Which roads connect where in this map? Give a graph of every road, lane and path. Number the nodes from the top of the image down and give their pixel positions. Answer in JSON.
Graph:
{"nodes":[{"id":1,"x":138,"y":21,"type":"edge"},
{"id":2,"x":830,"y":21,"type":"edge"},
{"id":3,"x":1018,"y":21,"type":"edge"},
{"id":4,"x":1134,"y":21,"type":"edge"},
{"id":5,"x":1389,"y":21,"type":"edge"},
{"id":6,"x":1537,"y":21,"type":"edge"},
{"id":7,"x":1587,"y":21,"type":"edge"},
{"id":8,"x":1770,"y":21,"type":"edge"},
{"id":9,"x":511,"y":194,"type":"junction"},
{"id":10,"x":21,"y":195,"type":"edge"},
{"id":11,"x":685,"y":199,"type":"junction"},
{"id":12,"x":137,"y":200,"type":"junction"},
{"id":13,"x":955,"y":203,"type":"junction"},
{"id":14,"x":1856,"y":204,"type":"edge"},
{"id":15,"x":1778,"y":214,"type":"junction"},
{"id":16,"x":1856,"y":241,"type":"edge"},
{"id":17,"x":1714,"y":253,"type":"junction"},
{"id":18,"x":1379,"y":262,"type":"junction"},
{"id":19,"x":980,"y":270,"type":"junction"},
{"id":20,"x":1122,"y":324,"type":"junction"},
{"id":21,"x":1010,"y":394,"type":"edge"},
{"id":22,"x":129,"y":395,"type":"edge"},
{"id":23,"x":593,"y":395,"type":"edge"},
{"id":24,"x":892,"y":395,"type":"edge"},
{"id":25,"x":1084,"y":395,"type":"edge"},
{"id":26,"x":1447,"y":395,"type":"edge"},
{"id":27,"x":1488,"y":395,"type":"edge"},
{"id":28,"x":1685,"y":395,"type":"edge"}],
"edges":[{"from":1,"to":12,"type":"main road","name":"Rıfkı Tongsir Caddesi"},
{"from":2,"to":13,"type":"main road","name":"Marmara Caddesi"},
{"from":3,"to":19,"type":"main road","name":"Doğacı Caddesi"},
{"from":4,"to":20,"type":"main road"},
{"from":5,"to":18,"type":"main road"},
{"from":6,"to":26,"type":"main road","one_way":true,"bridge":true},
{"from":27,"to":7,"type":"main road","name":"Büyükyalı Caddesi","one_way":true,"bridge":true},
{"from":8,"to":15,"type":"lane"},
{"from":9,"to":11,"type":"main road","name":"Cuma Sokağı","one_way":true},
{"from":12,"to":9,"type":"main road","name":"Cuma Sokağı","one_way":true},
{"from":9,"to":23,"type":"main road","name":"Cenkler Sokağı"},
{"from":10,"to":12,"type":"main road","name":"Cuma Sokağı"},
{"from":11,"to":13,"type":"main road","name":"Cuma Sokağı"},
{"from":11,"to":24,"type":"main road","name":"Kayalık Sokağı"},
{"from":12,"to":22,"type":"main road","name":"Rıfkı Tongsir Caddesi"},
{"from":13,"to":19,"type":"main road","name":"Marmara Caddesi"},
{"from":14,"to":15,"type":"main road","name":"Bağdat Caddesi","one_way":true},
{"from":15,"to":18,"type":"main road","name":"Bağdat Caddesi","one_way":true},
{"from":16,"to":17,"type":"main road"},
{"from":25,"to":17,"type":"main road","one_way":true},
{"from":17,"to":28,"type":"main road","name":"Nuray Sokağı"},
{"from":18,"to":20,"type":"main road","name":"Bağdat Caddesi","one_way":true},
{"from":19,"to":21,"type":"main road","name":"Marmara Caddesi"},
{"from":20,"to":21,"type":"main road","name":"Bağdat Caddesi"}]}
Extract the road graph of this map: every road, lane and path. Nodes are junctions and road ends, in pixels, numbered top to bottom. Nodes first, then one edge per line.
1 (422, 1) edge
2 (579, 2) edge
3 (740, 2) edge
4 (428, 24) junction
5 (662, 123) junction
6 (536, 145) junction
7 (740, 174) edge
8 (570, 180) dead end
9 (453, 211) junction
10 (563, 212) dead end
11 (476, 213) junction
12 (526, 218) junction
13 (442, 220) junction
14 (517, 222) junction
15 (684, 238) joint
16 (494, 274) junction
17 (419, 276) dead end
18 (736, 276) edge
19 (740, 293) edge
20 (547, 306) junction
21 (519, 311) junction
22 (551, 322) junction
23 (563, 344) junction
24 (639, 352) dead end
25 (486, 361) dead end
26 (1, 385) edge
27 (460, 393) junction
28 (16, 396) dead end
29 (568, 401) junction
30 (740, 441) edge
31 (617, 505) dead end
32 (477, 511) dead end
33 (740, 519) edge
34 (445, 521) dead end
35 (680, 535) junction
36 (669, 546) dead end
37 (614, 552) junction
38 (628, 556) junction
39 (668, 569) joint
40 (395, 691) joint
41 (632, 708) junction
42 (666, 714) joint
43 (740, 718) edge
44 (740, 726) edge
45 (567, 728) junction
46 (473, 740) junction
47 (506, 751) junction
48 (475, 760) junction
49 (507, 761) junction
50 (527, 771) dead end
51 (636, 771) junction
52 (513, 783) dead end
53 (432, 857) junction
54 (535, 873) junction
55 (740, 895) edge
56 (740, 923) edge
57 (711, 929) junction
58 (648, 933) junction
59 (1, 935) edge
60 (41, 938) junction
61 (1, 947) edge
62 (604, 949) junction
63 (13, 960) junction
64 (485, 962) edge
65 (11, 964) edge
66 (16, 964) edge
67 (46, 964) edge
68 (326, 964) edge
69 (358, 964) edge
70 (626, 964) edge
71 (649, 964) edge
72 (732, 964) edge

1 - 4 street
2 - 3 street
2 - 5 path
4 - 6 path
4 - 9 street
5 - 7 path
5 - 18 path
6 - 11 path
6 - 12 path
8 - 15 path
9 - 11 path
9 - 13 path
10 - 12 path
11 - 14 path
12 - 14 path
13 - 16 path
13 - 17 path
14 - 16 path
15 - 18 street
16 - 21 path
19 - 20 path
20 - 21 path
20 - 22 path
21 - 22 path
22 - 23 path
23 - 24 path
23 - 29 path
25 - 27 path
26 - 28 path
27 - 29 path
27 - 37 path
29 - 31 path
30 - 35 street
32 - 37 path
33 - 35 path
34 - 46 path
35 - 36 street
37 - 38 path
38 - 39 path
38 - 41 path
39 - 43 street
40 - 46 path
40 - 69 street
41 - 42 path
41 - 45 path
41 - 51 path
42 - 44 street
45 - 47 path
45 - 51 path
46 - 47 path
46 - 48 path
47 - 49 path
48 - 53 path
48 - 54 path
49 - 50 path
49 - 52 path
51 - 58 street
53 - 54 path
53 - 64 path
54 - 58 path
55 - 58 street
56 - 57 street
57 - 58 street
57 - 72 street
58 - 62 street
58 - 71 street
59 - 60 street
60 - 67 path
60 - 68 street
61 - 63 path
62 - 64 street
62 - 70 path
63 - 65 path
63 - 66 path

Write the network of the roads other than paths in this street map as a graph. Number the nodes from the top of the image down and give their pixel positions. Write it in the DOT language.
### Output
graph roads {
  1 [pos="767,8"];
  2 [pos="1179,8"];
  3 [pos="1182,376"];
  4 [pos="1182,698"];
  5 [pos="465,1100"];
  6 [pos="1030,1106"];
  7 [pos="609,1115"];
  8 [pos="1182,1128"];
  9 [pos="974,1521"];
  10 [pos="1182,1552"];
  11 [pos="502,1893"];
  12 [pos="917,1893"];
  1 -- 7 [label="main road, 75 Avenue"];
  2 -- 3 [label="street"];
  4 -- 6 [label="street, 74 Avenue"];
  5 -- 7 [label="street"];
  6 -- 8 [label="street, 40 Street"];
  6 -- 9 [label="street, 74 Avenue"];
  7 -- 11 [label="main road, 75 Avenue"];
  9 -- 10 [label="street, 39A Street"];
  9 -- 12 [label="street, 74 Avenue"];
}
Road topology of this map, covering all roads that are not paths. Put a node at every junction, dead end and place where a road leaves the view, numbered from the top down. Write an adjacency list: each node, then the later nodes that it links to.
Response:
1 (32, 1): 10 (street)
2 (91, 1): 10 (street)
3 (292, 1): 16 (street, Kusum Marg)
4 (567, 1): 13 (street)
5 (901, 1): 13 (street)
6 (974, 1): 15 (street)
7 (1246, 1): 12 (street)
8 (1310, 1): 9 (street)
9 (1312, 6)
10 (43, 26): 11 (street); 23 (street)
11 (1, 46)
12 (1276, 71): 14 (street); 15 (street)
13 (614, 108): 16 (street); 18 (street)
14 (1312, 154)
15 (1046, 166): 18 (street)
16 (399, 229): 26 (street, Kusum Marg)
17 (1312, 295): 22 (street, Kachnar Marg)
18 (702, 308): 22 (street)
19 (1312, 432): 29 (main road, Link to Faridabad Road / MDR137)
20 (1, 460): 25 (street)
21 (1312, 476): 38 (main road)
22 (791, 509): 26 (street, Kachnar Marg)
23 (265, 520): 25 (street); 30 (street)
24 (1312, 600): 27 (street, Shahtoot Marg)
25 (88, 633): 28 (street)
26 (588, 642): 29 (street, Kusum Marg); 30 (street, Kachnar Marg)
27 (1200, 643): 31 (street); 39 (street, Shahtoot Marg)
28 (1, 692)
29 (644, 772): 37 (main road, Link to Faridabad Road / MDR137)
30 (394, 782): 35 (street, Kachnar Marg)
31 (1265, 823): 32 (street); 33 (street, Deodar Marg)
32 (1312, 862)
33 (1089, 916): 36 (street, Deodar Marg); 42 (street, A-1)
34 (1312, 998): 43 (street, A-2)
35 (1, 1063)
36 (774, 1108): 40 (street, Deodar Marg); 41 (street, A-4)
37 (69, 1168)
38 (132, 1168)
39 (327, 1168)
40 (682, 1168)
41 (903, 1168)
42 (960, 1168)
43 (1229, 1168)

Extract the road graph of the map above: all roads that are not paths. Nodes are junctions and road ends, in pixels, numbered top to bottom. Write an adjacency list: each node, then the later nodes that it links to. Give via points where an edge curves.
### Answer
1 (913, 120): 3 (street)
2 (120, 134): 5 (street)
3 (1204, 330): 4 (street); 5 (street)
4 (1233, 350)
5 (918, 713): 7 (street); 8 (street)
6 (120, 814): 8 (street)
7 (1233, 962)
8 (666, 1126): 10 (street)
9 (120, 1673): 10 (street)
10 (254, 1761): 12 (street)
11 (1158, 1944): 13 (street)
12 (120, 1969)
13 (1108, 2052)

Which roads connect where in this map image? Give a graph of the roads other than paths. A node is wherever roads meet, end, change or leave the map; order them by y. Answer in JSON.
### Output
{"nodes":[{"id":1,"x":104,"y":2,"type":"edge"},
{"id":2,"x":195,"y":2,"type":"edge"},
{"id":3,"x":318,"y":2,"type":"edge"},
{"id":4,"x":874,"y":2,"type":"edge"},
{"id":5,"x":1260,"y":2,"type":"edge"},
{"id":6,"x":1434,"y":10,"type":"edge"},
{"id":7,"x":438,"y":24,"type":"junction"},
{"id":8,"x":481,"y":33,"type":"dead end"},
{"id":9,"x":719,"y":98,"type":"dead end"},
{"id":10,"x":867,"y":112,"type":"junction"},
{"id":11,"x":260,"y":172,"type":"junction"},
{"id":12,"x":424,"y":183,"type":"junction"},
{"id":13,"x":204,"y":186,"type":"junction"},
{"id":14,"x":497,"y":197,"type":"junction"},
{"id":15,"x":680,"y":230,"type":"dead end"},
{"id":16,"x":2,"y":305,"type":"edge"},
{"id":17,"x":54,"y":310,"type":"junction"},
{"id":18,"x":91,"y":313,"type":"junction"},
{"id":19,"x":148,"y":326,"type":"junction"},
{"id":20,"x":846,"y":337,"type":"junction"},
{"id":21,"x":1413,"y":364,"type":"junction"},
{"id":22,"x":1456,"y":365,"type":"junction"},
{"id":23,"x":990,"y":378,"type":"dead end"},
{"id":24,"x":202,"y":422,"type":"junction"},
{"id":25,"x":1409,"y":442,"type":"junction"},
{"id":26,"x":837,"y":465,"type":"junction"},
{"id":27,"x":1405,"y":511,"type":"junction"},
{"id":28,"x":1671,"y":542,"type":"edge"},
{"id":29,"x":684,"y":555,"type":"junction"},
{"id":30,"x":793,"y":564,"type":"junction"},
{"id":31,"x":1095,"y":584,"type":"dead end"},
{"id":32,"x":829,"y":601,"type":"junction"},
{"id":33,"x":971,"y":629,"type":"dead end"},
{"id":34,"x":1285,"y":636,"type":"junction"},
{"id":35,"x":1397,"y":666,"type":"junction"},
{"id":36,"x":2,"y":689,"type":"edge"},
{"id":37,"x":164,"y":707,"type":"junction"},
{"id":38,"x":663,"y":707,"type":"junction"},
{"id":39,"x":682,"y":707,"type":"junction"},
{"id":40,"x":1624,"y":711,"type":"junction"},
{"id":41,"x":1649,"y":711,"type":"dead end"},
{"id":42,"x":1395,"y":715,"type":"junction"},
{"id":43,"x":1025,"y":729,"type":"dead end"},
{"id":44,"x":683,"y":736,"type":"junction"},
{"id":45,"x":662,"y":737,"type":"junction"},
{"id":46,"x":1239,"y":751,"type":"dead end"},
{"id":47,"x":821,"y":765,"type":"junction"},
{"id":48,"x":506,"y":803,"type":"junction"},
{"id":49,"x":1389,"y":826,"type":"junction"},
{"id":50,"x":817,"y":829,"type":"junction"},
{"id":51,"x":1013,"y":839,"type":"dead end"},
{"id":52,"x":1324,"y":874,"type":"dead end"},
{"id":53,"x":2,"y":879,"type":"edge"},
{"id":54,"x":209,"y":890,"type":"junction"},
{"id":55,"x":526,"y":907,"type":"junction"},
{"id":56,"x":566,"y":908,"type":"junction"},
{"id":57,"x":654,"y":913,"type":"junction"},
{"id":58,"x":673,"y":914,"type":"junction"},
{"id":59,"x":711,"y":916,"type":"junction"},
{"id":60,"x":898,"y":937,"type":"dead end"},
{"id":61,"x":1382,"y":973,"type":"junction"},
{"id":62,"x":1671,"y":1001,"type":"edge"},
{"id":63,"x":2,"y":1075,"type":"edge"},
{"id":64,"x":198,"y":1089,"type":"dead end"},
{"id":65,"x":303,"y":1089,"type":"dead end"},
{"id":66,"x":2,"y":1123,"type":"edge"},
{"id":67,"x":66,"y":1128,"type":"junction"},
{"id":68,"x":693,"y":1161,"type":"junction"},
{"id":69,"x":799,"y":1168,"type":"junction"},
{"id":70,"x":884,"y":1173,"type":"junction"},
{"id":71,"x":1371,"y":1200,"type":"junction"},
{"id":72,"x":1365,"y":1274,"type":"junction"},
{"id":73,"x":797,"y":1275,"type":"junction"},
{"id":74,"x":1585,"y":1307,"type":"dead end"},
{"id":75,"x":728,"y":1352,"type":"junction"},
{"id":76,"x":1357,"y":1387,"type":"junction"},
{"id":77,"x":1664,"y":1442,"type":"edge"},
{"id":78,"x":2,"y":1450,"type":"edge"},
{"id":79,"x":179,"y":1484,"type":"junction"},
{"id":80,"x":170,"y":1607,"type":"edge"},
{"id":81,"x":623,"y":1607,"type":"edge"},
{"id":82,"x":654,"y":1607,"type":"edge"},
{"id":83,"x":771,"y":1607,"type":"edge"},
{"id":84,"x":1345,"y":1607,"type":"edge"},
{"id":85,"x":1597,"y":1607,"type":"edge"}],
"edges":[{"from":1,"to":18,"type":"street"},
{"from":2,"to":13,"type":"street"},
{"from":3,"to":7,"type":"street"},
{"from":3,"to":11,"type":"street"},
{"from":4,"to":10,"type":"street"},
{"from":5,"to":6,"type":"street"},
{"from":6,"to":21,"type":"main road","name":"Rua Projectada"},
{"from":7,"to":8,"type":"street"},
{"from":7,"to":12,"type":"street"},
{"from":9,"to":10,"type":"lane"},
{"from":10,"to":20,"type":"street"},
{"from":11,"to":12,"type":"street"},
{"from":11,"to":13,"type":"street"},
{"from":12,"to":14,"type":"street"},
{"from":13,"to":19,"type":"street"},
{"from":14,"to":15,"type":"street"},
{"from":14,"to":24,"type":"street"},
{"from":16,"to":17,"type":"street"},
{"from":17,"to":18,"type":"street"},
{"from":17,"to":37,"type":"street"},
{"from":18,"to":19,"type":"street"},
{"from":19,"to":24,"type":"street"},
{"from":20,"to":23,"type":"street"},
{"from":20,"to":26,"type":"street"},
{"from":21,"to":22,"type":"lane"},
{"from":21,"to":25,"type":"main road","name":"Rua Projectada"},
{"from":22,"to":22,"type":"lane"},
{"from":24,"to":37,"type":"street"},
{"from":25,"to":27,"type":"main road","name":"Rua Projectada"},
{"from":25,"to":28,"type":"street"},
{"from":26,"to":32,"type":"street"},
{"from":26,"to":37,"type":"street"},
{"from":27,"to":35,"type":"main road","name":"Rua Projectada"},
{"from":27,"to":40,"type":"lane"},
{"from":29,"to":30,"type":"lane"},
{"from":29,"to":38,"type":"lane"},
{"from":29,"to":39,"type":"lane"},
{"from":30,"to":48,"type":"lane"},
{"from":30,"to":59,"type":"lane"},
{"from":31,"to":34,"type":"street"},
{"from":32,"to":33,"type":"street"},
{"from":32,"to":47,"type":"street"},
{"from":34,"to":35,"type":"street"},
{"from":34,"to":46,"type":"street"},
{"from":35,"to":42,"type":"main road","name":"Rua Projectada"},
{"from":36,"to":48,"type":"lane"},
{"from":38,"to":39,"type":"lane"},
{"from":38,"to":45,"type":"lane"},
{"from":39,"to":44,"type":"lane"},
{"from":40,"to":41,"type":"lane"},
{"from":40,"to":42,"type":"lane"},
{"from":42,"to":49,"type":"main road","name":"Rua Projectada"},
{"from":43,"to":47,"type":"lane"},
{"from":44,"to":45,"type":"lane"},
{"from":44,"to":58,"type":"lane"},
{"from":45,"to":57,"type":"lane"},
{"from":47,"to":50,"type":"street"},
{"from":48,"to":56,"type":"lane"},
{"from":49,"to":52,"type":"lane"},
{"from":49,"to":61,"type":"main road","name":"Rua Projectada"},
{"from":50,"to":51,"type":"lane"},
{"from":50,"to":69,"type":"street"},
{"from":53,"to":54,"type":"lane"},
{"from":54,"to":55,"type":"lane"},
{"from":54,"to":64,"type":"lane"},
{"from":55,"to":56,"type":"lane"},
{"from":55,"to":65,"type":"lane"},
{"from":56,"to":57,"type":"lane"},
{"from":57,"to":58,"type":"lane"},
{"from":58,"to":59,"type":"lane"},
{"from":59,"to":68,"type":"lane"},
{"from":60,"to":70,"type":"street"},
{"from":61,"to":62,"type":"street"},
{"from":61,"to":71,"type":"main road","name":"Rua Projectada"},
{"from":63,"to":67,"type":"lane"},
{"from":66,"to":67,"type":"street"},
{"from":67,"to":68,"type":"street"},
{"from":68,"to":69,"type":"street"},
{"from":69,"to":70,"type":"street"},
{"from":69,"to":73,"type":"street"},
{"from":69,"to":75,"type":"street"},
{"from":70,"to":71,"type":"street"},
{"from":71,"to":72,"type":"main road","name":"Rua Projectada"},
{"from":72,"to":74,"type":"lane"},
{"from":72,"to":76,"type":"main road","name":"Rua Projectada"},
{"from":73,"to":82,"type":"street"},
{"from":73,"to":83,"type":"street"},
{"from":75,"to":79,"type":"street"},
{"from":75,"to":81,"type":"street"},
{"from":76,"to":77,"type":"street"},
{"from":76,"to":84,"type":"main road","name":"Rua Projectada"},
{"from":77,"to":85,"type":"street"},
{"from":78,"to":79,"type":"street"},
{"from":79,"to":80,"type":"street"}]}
==========
Exercise aim
Please give back exactly the lines of the listing above that run from the one containing "Road topology of" through the one containing "Extract the road graph of the", and only those.

Result of the task
Road topology of this map, covering all roads that are not paths. Put a node at every junction, dead end and place where a road leaves the view, numbered from the top down. Write an adjacency list: each node, then the later nodes that it links to.
Response:
1 (32, 1): 10 (street)
2 (91, 1): 10 (street)
3 (292, 1): 16 (street, Kusum Marg)
4 (567, 1): 13 (street)
5 (901, 1): 13 (street)
6 (974, 1): 15 (street)
7 (1246, 1): 12 (street)
8 (1310, 1): 9 (street)
9 (1312, 6)
10 (43, 26): 11 (street); 23 (street)
11 (1, 46)
12 (1276, 71): 14 (street); 15 (street)
13 (614, 108): 16 (street); 18 (street)
14 (1312, 154)
15 (1046, 166): 18 (street)
16 (399, 229): 26 (street, Kusum Marg)
17 (1312, 295): 22 (street, Kachnar Marg)
18 (702, 308): 22 (street)
19 (1312, 432): 29 (main road, Link to Faridabad Road / MDR137)
20 (1, 460): 25 (street)
21 (1312, 476): 38 (main road)
22 (791, 509): 26 (street, Kachnar Marg)
23 (265, 520): 25 (street); 30 (street)
24 (1312, 600): 27 (street, Shahtoot Marg)
25 (88, 633): 28 (street)
26 (588, 642): 29 (street, Kusum Marg); 30 (street, Kachnar Marg)
27 (1200, 643): 31 (street); 39 (street, Shahtoot Marg)
28 (1, 692)
29 (644, 772): 37 (main road, Link to Faridabad Road / MDR137)
30 (394, 782): 35 (street, Kachnar Marg)
31 (1265, 823): 32 (street); 33 (street, Deodar Marg)
32 (1312, 862)
33 (1089, 916): 36 (street, Deodar Marg); 42 (street, A-1)
34 (1312, 998): 43 (street, A-2)
35 (1, 1063)
36 (774, 1108): 40 (street, Deodar Marg); 41 (street, A-4)
37 (69, 1168)
38 (132, 1168)
39 (327, 1168)
40 (682, 1168)
41 (903, 1168)
42 (960, 1168)
43 (1229, 1168)

Extract the road graph of the map above: all roads that are not paths. Nodes are junctions and road ends, in pixels, numbered top to bottom. Write an adjacency list: each node, then the later nodes that it links to. Give via points where an edge curves.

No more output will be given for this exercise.